Yesterday’s Supreme Court decision was the second time the court declined to get involved in the Massachusetts case.
In early May, days before the first legal licenses were to be issued for same-sex couples to “marry,” Mr. Largess and the 11 lawmakers filed their lawsuit asking federal courts to stop the process.
The Massachusetts Supreme Judicial Court usurped the role of the legislature when it unilaterally changed marriage law in the state, the plaintiffs argued.
Because federal courts must uphold the constitutional guarantee that the three branches of government will act within their assigned roles, a federal judge should temporarily stay the same-sex “marriage” process and determine whether the Massachusetts high court had the right to redefine state marriage laws, they argued.
Federal judges in local and appellate courts declined to issue an emergency stay, and Supreme Court Justice David H. Souter, who handles emergency appeals from the 1st U.S. Circuit Court of Appeals in Boston, declined to accept the case.

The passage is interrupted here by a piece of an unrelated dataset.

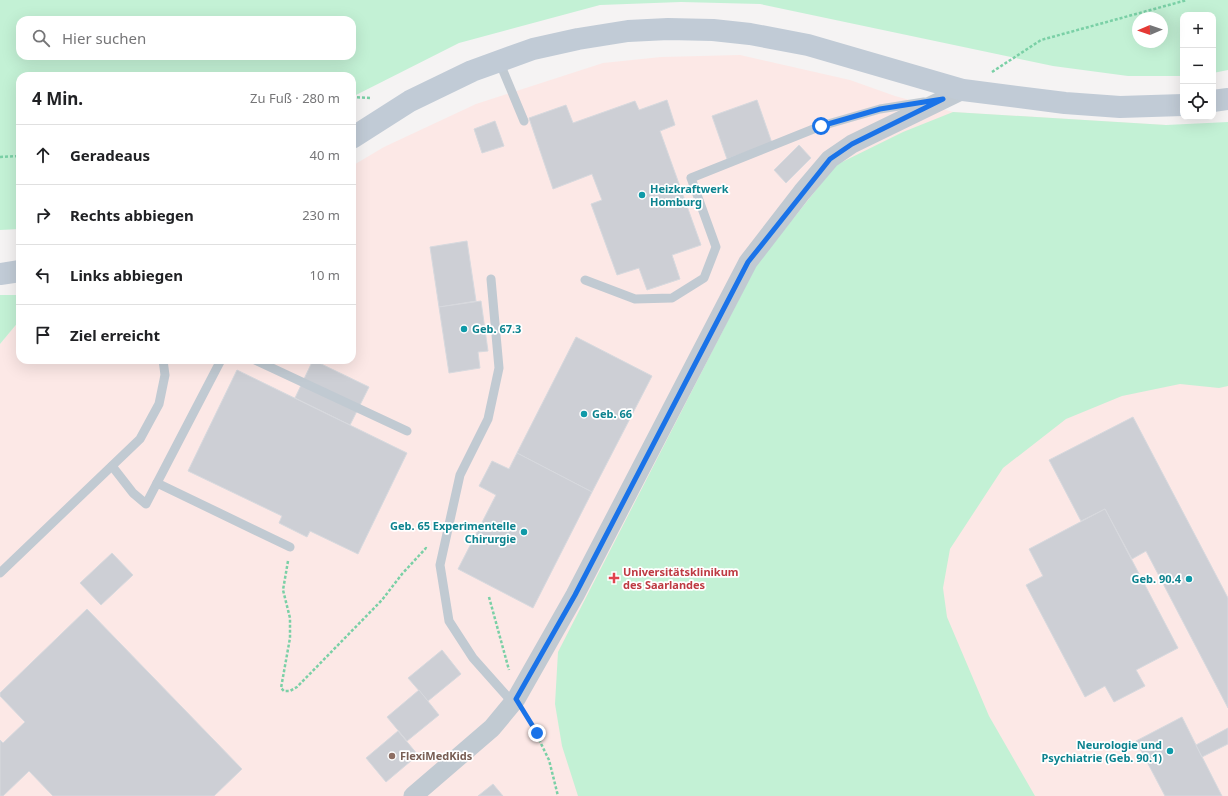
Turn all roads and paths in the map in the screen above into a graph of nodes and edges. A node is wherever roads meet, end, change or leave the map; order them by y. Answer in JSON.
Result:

This allowed the same-sex “marriages” to proceed effective May 17.
The 1st U.S. Circuit Court of Appeals, however, held a hearing on the case. It ruled in June that the appropriate way to contest the outcome of a state court case was to change the state constitution. The appellate court also said the Massachusetts high court ruling did not violate the U.S. Constitution.
Mr. Largess and the 11 lawmakers appealed to the Supreme Court, saying in court papers that the Constitution should “protect the citizens of Massachusetts from their own state supreme court’s usurpation of power.”
Merita Hopkins, a city attorney in Boston, told justices in court papers that the plaintiffs had not shown they suffered an injury and could not bring a challenge to the Supreme Court. “Deeply felt interest in the outcome of a case does not constitute an actual injury,” she said.